Kees Verschuren | |
---|---|
Born | Henricus Petrus Cornelis Verschuren 29 August 1941 |
Nationality | Dutch |
Education | Royal Academy of Art, The Hague |
Known for | sculpture, painting |
Henricus Petrus Cornelis (Kees) Verschuren (born Breda, 29 August 1941 [1] ) is a Dutch sculptor, painter and former lecturer at the Willem de Kooning Academie in Rotterdam, known for his monumentalist sculptures in public places in the Netherlands. [2]
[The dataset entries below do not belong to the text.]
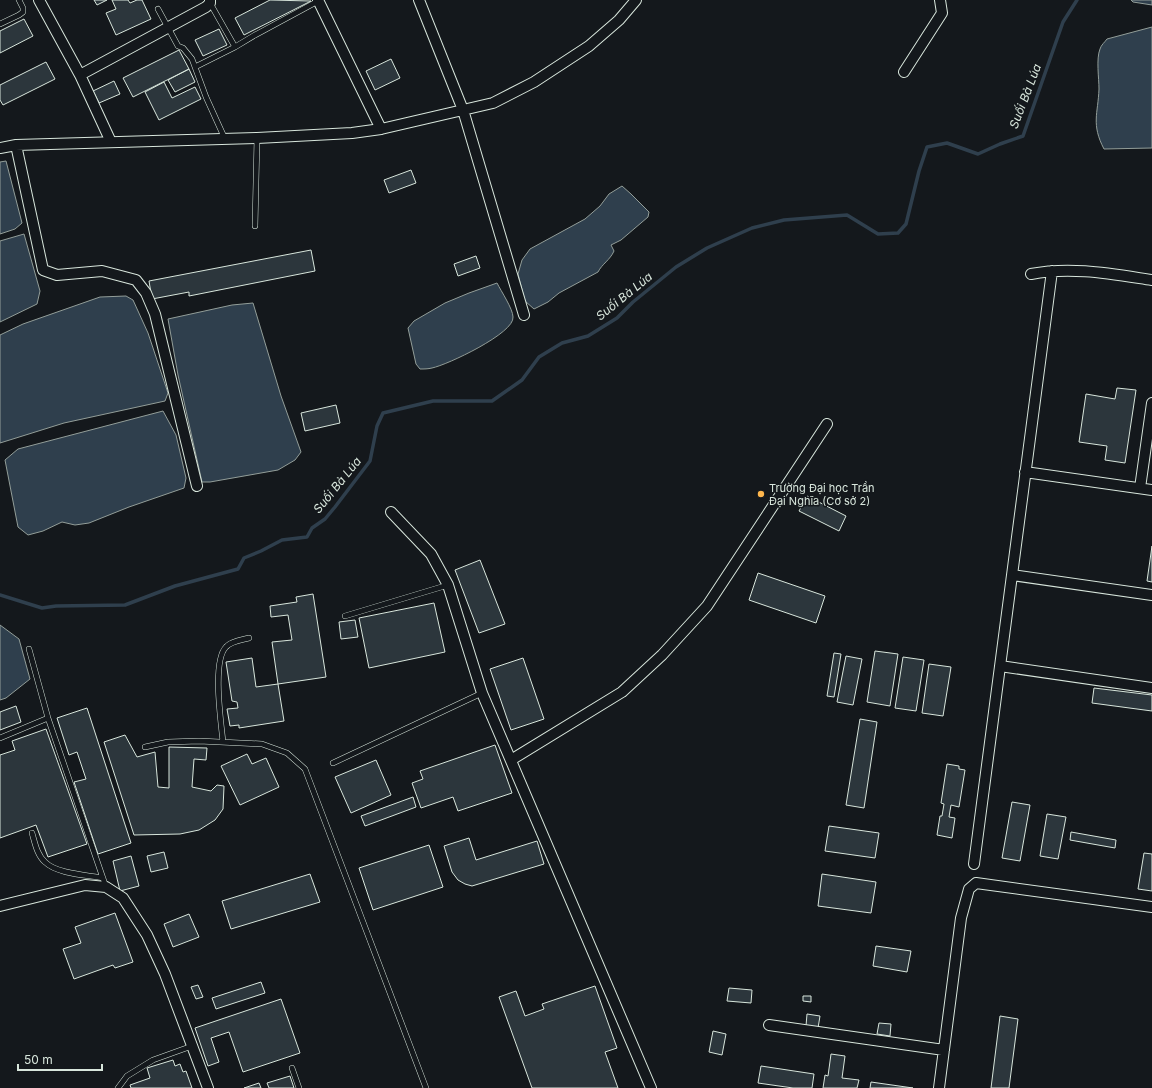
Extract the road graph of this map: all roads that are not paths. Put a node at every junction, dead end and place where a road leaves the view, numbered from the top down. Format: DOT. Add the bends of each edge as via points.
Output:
graph roads {
  1 [pos="19,0"];
  2 [pos="39,0"];
  3 [pos="419,0"];
  4 [pos="636,0"];
  5 [pos="940,0"];
  6 [pos="318,1"];
  7 [pos="210,2"];
  8 [pos="158,8"];
  9 [pos="0,24"];
  10 [pos="168,28"];
  11 [pos="235,47"];
  12 [pos="194,67"];
  13 [pos="904,72"];
  14 [pos="80,75"];
  15 [pos="463,110"];
  16 [pos="381,129"];
  17 [pos="258,138"];
  18 [pos="226,139"];
  19 [pos="111,142"];
  20 [pos="16,145"];
  21 [pos="0,148"];
  22 [pos="256,226"];
  23 [pos="1052,271"];
  24 [pos="1031,274"];
  25 [pos="1152,280"];
  26 [pos="524,315"];
  27 [pos="1152,403"];
  28 [pos="1151,420"];
  29 [pos="827,424"];
  30 [pos="1025,472"];
  31 [pos="197,486"];
  32 [pos="1140,488"];
  33 [pos="1152,490"];
  34 [pos="391,512"];
  35 [pos="1012,576"];
  36 [pos="448,586"];
  37 [pos="1152,595"];
  38 [pos="345,616"];
  39 [pos="249,638"];
  40 [pos="29,649"];
  41 [pos="1000,666"];
  42 [pos="1152,688"];
  43 [pos="482,693"];
  44 [pos="48,718"];
  45 [pos="0,738"];
  46 [pos="223,742"];
  47 [pos="145,747"];
  48 [pos="511,760"];
  49 [pos="333,762"];
  50 [pos="32,834"];
  51 [pos="974,864"];
  52 [pos="105,882"];
  53 [pos="0,906"];
  54 [pos="1152,907"];
  55 [pos="769,1026"];
  56 [pos="192,1046"];
  57 [pos="944,1050"];
  58 [pos="292,1068"];
  59 [pos="118,1088"];
  60 [pos="208,1088"];
  61 [pos="299,1088"];
  62 [pos="426,1088"];
  63 [pos="651,1088"];
  64 [pos="939,1088"];
  1 -- 9 [label="lane" via="23,12"];
  2 -- 14 [label="street"];
  3 -- 15 [label="street"];
  4 -- 15 [label="street" via="619,20 589,46 534,82 493,103"];
  5 -- 13 [label="street" via="942,13"];
  6 -- 11 [label="lane"];
  6 -- 16 [label="street"];
  7 -- 10 [label="street" via="206,7"];
  7 -- 11 [label="lane"];
  8 -- 10 [label="lane"];
  10 -- 12 [label="lane" via="178,46 192,59"];
  10 -- 14 [label="street"];
  11 -- 12 [label="lane"];
  12 -- 18 [label="lane"];
  14 -- 19 [label="street"];
  15 -- 16 [label="street"];
  15 -- 26 [label="street"];
  16 -- 17 [label="street" via="352,134"];
  17 -- 18 [label="street"];
  17 -- 22 [label="lane"];
  18 -- 19 [label="street"];
  19 -- 20 [label="street"];
  20 -- 21 [label="street"];
  20 -- 31 [label="street" via="43,270 57,275 102,271 136,280 146,293 155,314"];
  23 -- 24 [label="street"];
  23 -- 25 [label="street" via="1090,271"];
  23 -- 30 [label="street"];
  27 -- 28 [label="street"];
  28 -- 32 [label="street"];
  29 -- 48 [label="street" via="707,606 662,655 622,692"];
  30 -- 32 [label="street"];
  30 -- 35 [label="street"];
  32 -- 33 [label="street"];
  34 -- 36 [label="street" via="431,554"];
  35 -- 37 [label="street"];
  35 -- 41 [label="street"];
  36 -- 38 [label="lane"];
  36 -- 43 [label="street"];
  39 -- 46 [label="lane" via="230,644 220,656 218,668"];
  40 -- 44 [label="lane"];
  41 -- 42 [label="street"];
  41 -- 51 [label="street"];
  43 -- 48 [label="street"];
  43 -- 49 [label="lane"];
  44 -- 45 [label="lane"];
  44 -- 52 [label="lane"];
  46 -- 47 [label="lane" via="168,742"];
  46 -- 62 [label="lane" via="262,744 287,753 305,769"];
  48 -- 63 [label="street"];
  50 -- 52 [label="lane" via="46,863 63,872"];
  52 -- 53 [label="street"];
  52 -- 56 [label="street" via="123,898 147,935 165,974"];
  54 -- 57 [label="street" via="976,883 969,889 961,918"];
  55 -- 57 [label="street"];
  56 -- 59 [label="lane" via="153,1060 127,1076"];
  56 -- 60 [label="street"];
  57 -- 64 [label="street"];
  58 -- 61 [label="lane"];
}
Born in Princenhage, a neighbourhood in the southwest of the city Breda, Verschuren graduated from the Royal Academy of Art, The Hague in 1965-66. He and portrait painter Dick Stapel were the only two students, that finished the full-time program in Visual Arts that year. [3] He started as independent artist in The Hague, and came into prominence in the early 1970s as part of new generation of promising artists from The Hague. [4] [5]
After graduation Verschuren also started his career as art teacher at the Municipal Lyceum in Dordrecht. In 1973 Verschuren was appointed lecturer at the Willem de Kooning Academie in Rotterdam in the department of autonomous art, where he taught in concept development. He was also visiting lecturer at the Delft University of Technology and several other art academies in the Netherlands until 2003. Since 1975 he has also worked as art consultant for the municipal of Delft and Rotterdam, for the province Overijssel and several individuals. [6]
As artist Verschuren had started as painter in The Hague, realized several landscape/land art projects in the 1970s and 1980s, [7] realized the monumental Artwork "Sjatoodoo" in Rotterdam in 1989, and had a major solo exhibition in the city hall of Delft in 2001. [6] He is member of the Arti et Amicitiae art society in Amsterdam, [8] and has received scholarships from the Dutch Ministry of Health, Welfare and Sport in 1974, [9] and from the Mondriaan Fonds in 2003.
Verschuren has four sons. One of them, Kamiel Verschuren, has followed into his father's footsteps and works as conceptual interdisciplinary artist since 1995. [10] Another, Oof Verschuren, works as professional advertising and fashion photographer. [11] And a third son, Zeeger Verschuren, settled as independent filmmaker. [12]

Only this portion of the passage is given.